И тут старуха заговорила. Заговорила скрипично-скрипучей кручиной скрученных пальцев, скачущей кручей крючковатого своего клюва. Заговорила, и речь её раскорячилась, тесно и неуклюже, разгорячённо заполнив собою всё непроглядное пространство ночи.

— Счастливец сильнее ведуна, моя чудная. Сильнее, ведь все знания последнего, вся его колдовская сила — и мельче, и ничтожнее одного Счастья, причастность к Тайне которого есть сильнейшая из сил. Ты говоришь, что изведала Счастье, а это значит, что отмечена ты Им и доныне — в то время как мне и само животворное дыхание Его незнакомо.

IV

И девочка, её напёрсница, постыдно пустая, как старый напёрсток, вдруг стала сызнова наполняться. Чем — Ей было пока неведомо. Тем не менее — это бродящее Нечто, замешанное на терпких, скрипучих старухиных словах, настоянное на странных её устоях; Нечто, дурманящее душу вернее доброй браги — внезапно возникло в девочке необъяснимой, но вполне осязаемой мощью, неодолимым всесилием своенравно полилось из набухшего сердца Её в упругие трубы вен и потекло по ним, жгучее, как солнечная жижа. И постепенно так много стало в девочке пьяного сока, что, казалось, уколи Она иголочкой осветившуюся Им изнутри кожу — и немедленно образуется на её поверхности густо-золотая, исходящая паром капля.

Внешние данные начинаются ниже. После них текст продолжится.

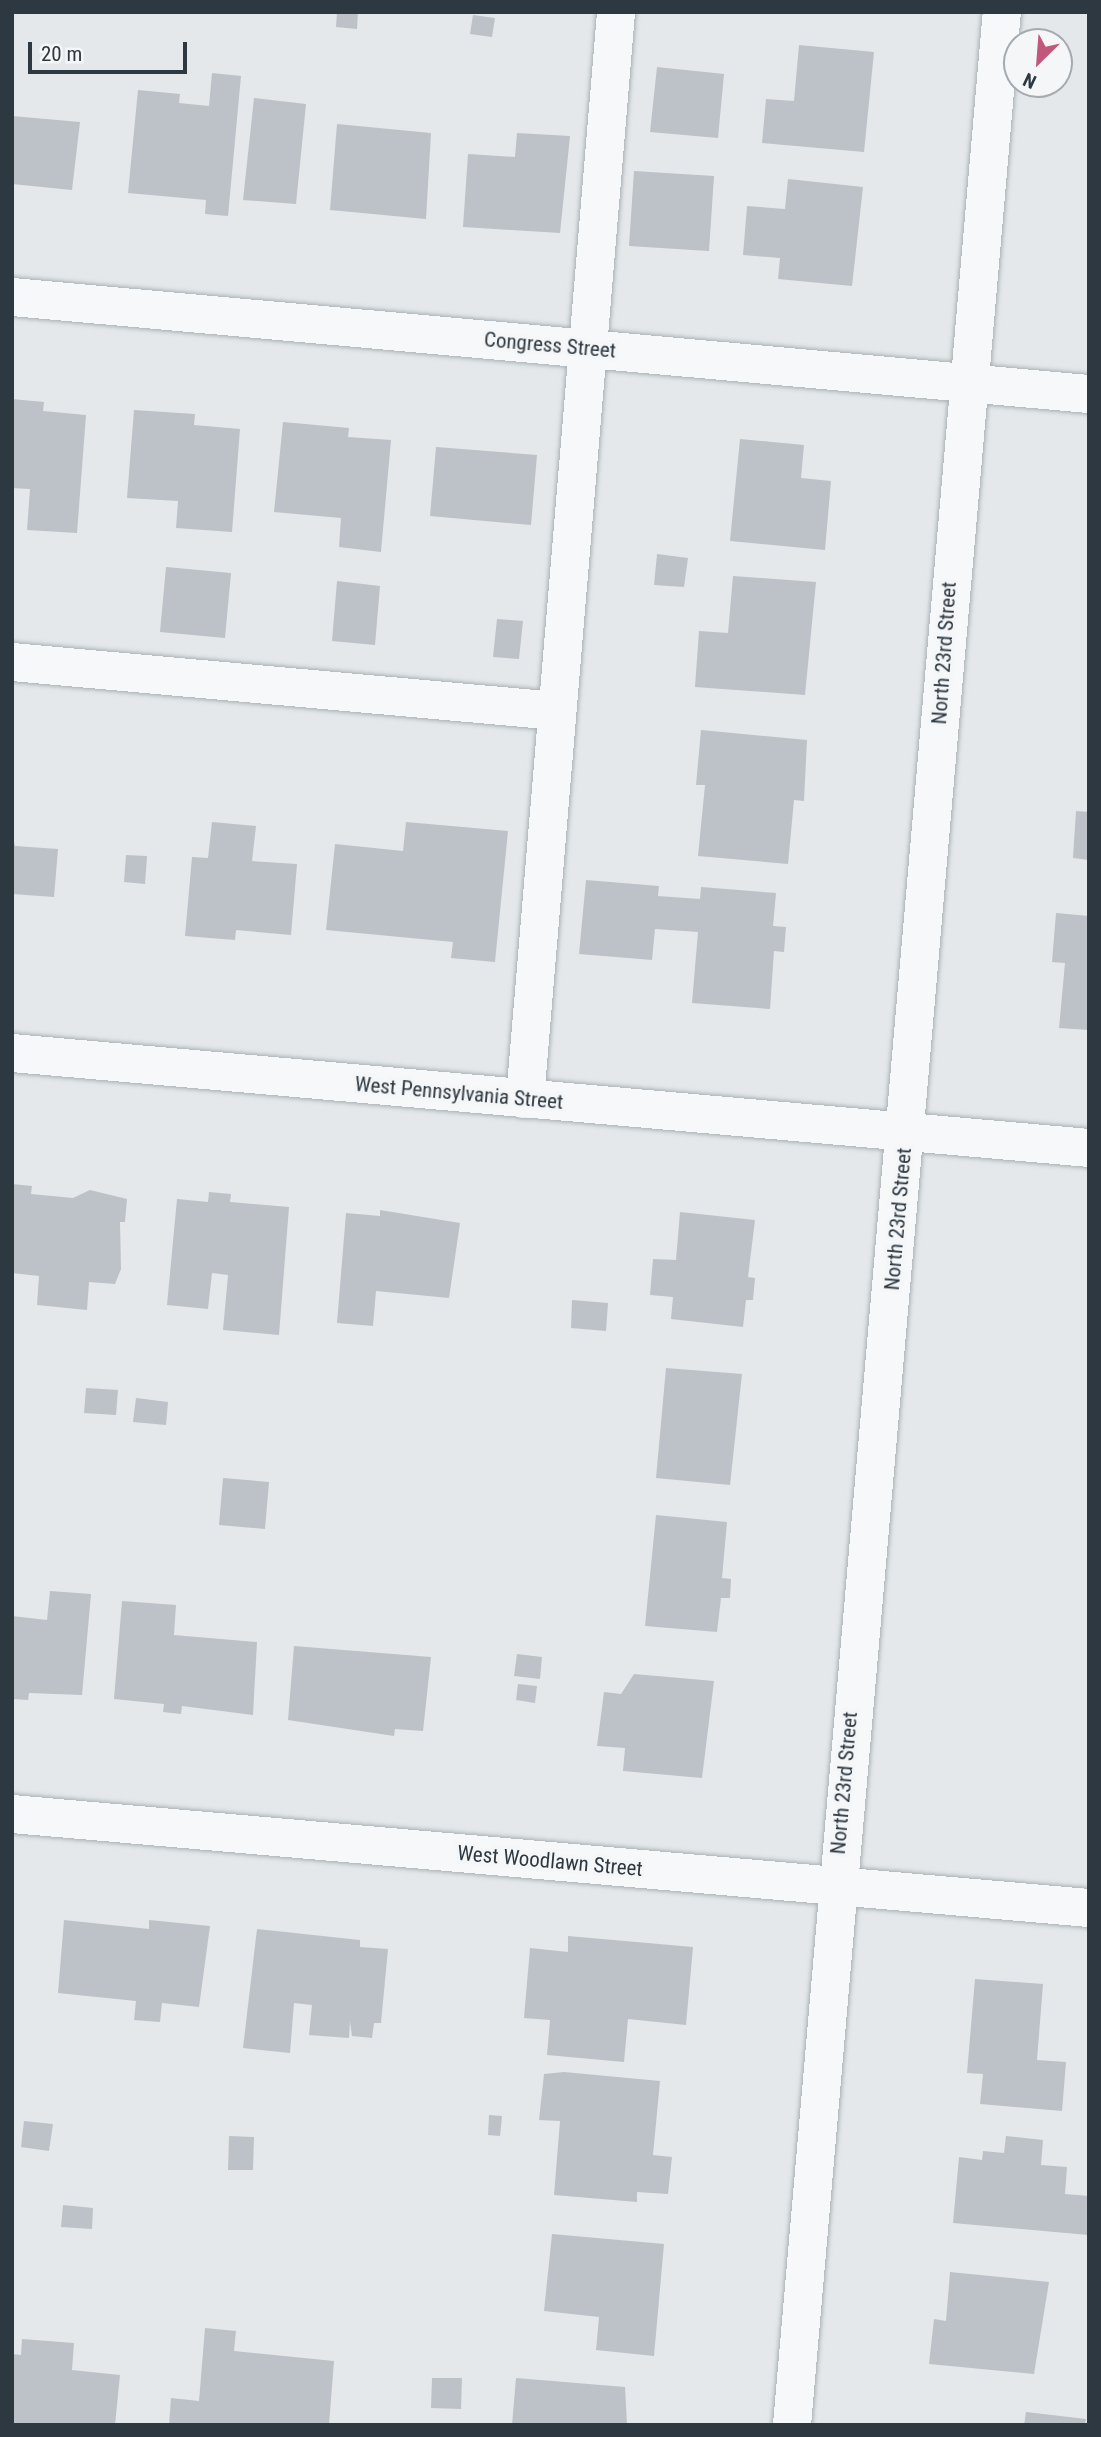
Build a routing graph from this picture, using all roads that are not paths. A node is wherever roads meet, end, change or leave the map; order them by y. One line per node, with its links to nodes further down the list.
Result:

Ослепшие — уже давно, с наступлением ночи, — глаза девочки были плотно закрыты, однако теперь изнанкою век ясно осязала Она полноцветие взволнованного зноя. И неспроста: то кипящий нектар всех Светил омывал сухие Её глазные яблоки, как солёная, напитанная рассветным солнцем, морская волна омывает прибрежные камни. Чуть позже, натешившись своею забавой, он скопился под сомкнутыми девочкиными веками и щедро прогрел нежные эти лепестки, отчего самой девочке вдруг сделалось нестерпимо красно. Она распахнула глаза — и… хлынул из глаз Её густо-пунцовый сок, пьяный нектар солнца, пульсировавшего в девочкиной груди; солнца, опутанного сетью Её артерий, вен и капилляров. Он фонтанно хлынул наружу: в чёрное небо, казавшееся неотделимым от чёрной земли, и растёкся меж них, и тем самым рассёк их единство надвое огненным клинком горизонта. И та тьма, что очутилась над его пылающею полосой, поголубела; а та, что — под, — заплыла асфальтом и проросла в верхнюю — высокими мачтами фонарных столбов, грузными шафанерами сталинских построек, одноногими великанами тополей, увенчанных зелёными гривами, пепельно поседелыми городской пылью.